# [Assignment]
When you reach the entries below, transcribe each line word for word.

*** Opening Extracted records ***

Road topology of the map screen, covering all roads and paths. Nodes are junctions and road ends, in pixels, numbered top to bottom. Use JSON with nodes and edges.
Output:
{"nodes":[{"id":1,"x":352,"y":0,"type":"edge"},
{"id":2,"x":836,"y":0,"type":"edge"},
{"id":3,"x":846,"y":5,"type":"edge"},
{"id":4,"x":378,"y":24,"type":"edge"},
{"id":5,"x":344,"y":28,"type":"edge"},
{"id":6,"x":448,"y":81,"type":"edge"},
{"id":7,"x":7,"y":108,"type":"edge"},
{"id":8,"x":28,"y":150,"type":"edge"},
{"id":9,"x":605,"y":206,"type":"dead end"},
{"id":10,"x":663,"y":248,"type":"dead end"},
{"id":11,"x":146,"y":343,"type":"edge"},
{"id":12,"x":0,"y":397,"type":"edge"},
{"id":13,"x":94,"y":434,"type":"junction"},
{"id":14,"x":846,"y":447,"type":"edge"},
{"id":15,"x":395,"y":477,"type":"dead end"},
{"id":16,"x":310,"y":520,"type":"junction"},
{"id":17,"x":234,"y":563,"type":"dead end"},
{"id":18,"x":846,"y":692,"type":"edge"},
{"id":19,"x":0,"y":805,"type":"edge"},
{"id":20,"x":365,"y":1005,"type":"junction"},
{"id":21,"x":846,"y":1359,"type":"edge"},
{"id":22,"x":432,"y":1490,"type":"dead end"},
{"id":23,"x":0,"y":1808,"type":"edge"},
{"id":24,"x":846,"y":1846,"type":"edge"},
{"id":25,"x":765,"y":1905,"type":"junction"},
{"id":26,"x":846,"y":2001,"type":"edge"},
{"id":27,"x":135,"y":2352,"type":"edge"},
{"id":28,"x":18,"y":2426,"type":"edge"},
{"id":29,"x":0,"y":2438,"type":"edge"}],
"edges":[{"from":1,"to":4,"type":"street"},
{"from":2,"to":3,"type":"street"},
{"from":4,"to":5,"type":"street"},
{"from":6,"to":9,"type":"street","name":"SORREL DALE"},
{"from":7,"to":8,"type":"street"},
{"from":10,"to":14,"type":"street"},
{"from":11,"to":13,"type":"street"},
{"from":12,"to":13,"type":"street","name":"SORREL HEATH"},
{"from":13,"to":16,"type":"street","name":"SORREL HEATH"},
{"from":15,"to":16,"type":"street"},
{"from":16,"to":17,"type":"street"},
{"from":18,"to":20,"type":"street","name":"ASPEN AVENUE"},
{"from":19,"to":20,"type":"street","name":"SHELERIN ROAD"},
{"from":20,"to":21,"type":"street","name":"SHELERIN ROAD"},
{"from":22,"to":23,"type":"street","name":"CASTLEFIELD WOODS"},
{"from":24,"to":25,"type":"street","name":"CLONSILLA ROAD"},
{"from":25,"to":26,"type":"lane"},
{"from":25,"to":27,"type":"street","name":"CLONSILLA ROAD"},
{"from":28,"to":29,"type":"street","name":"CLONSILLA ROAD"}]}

*** Closing Extracted records ***

# [Solution for this exercise]
Road topology of the map screen, covering all roads and paths. Nodes are junctions and road ends, in pixels, numbered top to bottom. Use JSON with nodes and edges.
Output:
{"nodes":[{"id":1,"x":352,"y":0,"type":"edge"},
{"id":2,"x":836,"y":0,"type":"edge"},
{"id":3,"x":846,"y":5,"type":"edge"},
{"id":4,"x":378,"y":24,"type":"edge"},
{"id":5,"x":344,"y":28,"type":"edge"},
{"id":6,"x":448,"y":81,"type":"edge"},
{"id":7,"x":7,"y":108,"type":"edge"},
{"id":8,"x":28,"y":150,"type":"edge"},
{"id":9,"x":605,"y":206,"type":"dead end"},
{"id":10,"x":663,"y":248,"type":"dead end"},
{"id":11,"x":146,"y":343,"type":"edge"},
{"id":12,"x":0,"y":397,"type":"edge"},
{"id":13,"x":94,"y":434,"type":"junction"},
{"id":14,"x":846,"y":447,"type":"edge"},
{"id":15,"x":395,"y":477,"type":"dead end"},
{"id":16,"x":310,"y":520,"type":"junction"},
{"id":17,"x":234,"y":563,"type":"dead end"},
{"id":18,"x":846,"y":692,"type":"edge"},
{"id":19,"x":0,"y":805,"type":"edge"},
{"id":20,"x":365,"y":1005,"type":"junction"},
{"id":21,"x":846,"y":1359,"type":"edge"},
{"id":22,"x":432,"y":1490,"type":"dead end"},
{"id":23,"x":0,"y":1808,"type":"edge"},
{"id":24,"x":846,"y":1846,"type":"edge"},
{"id":25,"x":765,"y":1905,"type":"junction"},
{"id":26,"x":846,"y":2001,"type":"edge"},
{"id":27,"x":135,"y":2352,"type":"edge"},
{"id":28,"x":18,"y":2426,"type":"edge"},
{"id":29,"x":0,"y":2438,"type":"edge"}],
"edges":[{"from":1,"to":4,"type":"street"},
{"from":2,"to":3,"type":"street"},
{"from":4,"to":5,"type":"street"},
{"from":6,"to":9,"type":"street","name":"SORREL DALE"},
{"from":7,"to":8,"type":"street"},
{"from":10,"to":14,"type":"street"},
{"from":11,"to":13,"type":"street"},
{"from":12,"to":13,"type":"street","name":"SORREL HEATH"},
{"from":13,"to":16,"type":"street","name":"SORREL HEATH"},
{"from":15,"to":16,"type":"street"},
{"from":16,"to":17,"type":"street"},
{"from":18,"to":20,"type":"street","name":"ASPEN AVENUE"},
{"from":19,"to":20,"type":"street","name":"SHELERIN ROAD"},
{"from":20,"to":21,"type":"street","name":"SHELERIN ROAD"},
{"from":22,"to":23,"type":"street","name":"CASTLEFIELD WOODS"},
{"from":24,"to":25,"type":"street","name":"CLONSILLA ROAD"},
{"from":25,"to":26,"type":"lane"},
{"from":25,"to":27,"type":"street","name":"CLONSILLA ROAD"},
{"from":28,"to":29,"type":"street","name":"CLONSILLA ROAD"}]}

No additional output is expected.